Drum Brake Adjustment

When brakes are new they may have to be adjusted frequently (until the shoes have become properly bedded in).

With cable-operated brakes the small locknut (A in the diagram) is first Loosened off and then the knurled adjuster (B in diagram) is tightened until the brake shoes are felt to be rubbing on the inner surface of the hub shell. The adjuster is then Loosened just enough to allow the wheel to revolve without friction, and the locknut is tightened up again.

If your bike does not have an adjustment nut/bolt at the drum, you will have to undo the retaining nut, cinch up some more brake cable, and tighten it back up.

You know you've used up all of your brake surface when:

  1. The brakes are making a horrible grinding or scraping sound and/or aren't working efficiently (note: they might be just glazed so you should take them apart and see if the brake surface is glazed; if so, deglaze it with sandpaper)
  2. The brake drum lever arm is almost all the way forward and is limiting your braking performance
  3. There's a little arrow or other indicator on some brake drums by the brake lever arm which indicates that the brake lever arm is fully extended and worn
  4. You've taken the outer housing off and you can visually see that the brake surface is worn down. The brake specifications should give you the minimum brake bed material that you need, otherwise I'd use about ~2 mm as a general rule.
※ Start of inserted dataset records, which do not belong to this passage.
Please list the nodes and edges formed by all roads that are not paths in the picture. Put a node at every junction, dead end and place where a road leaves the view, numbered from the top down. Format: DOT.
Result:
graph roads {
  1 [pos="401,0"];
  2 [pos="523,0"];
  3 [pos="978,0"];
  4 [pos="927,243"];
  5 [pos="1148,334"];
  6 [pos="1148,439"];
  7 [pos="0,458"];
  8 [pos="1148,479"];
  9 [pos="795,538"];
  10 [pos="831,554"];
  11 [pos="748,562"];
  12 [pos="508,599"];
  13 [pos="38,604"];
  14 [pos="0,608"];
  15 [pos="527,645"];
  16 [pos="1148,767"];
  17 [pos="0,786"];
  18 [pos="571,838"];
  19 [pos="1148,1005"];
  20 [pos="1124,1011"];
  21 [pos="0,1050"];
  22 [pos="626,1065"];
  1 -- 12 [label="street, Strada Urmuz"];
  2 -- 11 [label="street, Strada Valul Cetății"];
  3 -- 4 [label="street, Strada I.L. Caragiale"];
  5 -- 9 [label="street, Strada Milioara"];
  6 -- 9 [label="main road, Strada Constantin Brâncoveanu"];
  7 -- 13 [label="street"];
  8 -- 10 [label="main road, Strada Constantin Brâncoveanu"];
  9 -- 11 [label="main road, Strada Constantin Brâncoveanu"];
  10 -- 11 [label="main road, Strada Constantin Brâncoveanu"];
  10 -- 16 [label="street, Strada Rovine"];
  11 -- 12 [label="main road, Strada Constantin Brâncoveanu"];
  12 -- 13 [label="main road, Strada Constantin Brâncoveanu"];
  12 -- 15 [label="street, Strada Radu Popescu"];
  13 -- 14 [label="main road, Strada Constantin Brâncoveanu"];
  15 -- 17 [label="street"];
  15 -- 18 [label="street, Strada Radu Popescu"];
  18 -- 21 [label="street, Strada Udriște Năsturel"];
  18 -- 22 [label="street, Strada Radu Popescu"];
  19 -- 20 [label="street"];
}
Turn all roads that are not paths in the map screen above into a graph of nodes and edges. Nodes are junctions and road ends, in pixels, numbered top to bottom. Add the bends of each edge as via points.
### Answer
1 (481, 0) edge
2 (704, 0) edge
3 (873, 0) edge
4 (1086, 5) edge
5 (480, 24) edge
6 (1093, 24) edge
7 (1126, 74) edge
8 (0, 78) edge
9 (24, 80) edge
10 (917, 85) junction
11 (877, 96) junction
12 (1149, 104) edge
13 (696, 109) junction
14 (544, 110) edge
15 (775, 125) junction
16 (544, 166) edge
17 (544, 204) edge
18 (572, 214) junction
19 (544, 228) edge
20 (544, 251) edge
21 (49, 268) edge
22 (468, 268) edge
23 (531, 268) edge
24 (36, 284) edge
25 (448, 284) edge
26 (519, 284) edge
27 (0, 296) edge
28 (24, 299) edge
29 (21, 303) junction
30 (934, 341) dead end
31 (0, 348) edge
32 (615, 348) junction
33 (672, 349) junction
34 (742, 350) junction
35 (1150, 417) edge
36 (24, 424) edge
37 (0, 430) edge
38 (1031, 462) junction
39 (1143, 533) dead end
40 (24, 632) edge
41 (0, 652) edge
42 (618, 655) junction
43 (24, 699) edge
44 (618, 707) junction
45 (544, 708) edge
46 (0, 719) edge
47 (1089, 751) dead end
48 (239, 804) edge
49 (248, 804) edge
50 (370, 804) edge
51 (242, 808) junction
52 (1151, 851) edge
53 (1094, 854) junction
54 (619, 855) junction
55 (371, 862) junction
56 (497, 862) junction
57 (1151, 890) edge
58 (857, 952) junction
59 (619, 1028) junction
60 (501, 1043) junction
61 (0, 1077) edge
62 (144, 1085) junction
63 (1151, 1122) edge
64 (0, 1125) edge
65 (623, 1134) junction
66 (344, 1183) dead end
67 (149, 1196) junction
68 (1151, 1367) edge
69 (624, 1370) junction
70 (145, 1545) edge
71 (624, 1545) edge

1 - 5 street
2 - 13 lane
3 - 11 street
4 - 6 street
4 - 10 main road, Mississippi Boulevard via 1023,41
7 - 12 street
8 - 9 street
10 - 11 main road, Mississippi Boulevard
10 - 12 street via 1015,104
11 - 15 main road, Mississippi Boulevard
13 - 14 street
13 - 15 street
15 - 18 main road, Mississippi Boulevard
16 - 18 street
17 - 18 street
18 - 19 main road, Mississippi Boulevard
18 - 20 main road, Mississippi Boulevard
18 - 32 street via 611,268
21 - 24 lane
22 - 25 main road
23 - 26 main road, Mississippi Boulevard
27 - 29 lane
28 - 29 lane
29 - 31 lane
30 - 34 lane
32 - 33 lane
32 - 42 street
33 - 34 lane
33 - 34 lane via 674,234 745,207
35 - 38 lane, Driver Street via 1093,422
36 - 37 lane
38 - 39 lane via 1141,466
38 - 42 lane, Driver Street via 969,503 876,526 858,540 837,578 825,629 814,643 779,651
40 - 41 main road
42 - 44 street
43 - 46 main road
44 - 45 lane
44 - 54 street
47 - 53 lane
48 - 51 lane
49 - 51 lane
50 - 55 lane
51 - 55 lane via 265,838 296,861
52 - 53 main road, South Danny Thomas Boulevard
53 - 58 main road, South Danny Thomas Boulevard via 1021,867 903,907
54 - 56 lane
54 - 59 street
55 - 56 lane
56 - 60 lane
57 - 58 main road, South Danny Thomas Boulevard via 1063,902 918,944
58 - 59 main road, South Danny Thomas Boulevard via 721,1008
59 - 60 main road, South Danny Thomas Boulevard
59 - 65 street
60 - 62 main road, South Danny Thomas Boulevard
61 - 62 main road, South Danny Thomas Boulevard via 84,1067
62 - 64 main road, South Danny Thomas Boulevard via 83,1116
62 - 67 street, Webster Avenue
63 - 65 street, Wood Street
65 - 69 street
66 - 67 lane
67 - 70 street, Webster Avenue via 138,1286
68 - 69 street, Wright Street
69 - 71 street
Because of their larger surface area and because they are in the rear, drum brakes tend to have a longer life compared to front brakes.

Example

From Wikimedia commons is this image of a panasonic drum brake (front and rear). This brake has an adjustment nut/ferrule where the brake cable housing meets the brake. Note that the brake lever arm is pointing slightly backwards (towards the rear of the bike). You should check for wear if you're at the point that you've back the adjustment out so much that the brake arm lever is pointing forward even when the brakes aren't applied.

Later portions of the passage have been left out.